OPA561 is a low -cost, large current operations The amplifier can drive up to 1.2A pulse to no merit. This single -chip integrated circuit provides high reliability in high -required line carrier communication, laser diode drives and motor control applications. The high conversion rate provides a full power bandwidth and good linearity of 1MHz.

OPA561 can be powered by a single power supply from the range of 7V to 15V or the dual power supply from ± 3.5V to ± 7.5V to achieve design flexibility. In the operation of a single power supply, the input co -mode range extends below the ground. At the maximum output current, the wide output swing provides the ability to 12VP-P, nominal 15V power.

OPA561 has internal protection to prevent overheating and current overload. In addition, the design of OPA561 provides an accurate, user selection, current restrictions. Using a low -power resistor/potentiometer or DAC (digital modular converter), the current can be adjusted from 0.2A to 1.2A. The high -speed characteristics of the current control loop can provide accuracy even under pulse load conditions.
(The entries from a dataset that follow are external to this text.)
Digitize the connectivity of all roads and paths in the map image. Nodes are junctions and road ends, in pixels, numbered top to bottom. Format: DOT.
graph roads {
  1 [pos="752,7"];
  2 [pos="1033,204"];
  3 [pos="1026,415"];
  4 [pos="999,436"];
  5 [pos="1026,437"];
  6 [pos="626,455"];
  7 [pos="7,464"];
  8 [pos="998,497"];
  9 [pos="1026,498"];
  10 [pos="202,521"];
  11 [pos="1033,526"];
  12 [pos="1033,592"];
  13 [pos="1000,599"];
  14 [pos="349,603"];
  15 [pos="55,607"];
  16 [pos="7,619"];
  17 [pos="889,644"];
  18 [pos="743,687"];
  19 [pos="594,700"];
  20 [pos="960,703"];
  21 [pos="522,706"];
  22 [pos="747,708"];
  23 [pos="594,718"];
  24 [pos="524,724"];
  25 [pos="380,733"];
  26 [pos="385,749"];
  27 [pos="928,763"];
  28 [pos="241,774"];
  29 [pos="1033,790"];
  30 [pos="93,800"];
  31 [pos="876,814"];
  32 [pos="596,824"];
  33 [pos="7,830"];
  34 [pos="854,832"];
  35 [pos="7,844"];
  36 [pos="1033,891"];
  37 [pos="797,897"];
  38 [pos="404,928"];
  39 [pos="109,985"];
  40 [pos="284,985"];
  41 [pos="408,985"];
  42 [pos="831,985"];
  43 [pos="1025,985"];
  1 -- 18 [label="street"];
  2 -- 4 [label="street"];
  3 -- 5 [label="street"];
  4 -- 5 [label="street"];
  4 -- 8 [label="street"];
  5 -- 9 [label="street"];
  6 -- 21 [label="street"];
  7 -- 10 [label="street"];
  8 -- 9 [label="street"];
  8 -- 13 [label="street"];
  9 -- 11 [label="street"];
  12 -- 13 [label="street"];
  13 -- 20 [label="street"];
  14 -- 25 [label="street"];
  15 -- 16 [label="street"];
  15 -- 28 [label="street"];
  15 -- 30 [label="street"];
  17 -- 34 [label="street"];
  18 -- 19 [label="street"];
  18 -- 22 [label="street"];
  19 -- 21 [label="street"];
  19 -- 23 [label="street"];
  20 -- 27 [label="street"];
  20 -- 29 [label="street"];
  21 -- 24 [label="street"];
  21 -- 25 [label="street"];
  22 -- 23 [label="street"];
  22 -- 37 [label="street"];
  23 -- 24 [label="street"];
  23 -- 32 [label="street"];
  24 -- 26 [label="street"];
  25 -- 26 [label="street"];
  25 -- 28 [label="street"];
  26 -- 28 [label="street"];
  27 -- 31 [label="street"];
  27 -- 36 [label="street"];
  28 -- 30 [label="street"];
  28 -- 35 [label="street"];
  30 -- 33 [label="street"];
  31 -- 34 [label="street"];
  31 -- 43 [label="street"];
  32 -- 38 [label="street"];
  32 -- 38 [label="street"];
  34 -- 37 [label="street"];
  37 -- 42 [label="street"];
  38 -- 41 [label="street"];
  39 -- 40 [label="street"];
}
Enable/status (E/S) pin executes two functions: you can monitor it,To determine whether the device is in a hot shutdown state (low activation state), you can also force the low level to disable the output and disconnect the load.

OPA561 has a micro htssop-20 powerpad #63722; power package. This surface paste and packaging are enhanced and have very low thermal resistance. In the extended industrial temperature range 40C to+125C specified operation.

Note: Needle 1, 10 and 11-20 are not connected .powerPad must be connected to V .

Typical features

tcase u003d+25 ° C, vs u003d 15V, E/S enable, unless there is another instructions.

Application information

FIG connect. However, OPA561 can be used for almost any operational amplifier configuration.

The power terminal should be bypass with low series resistance resistance. It is recommended to use parallel technology of and ceramics. The power terminal should have low series impedance.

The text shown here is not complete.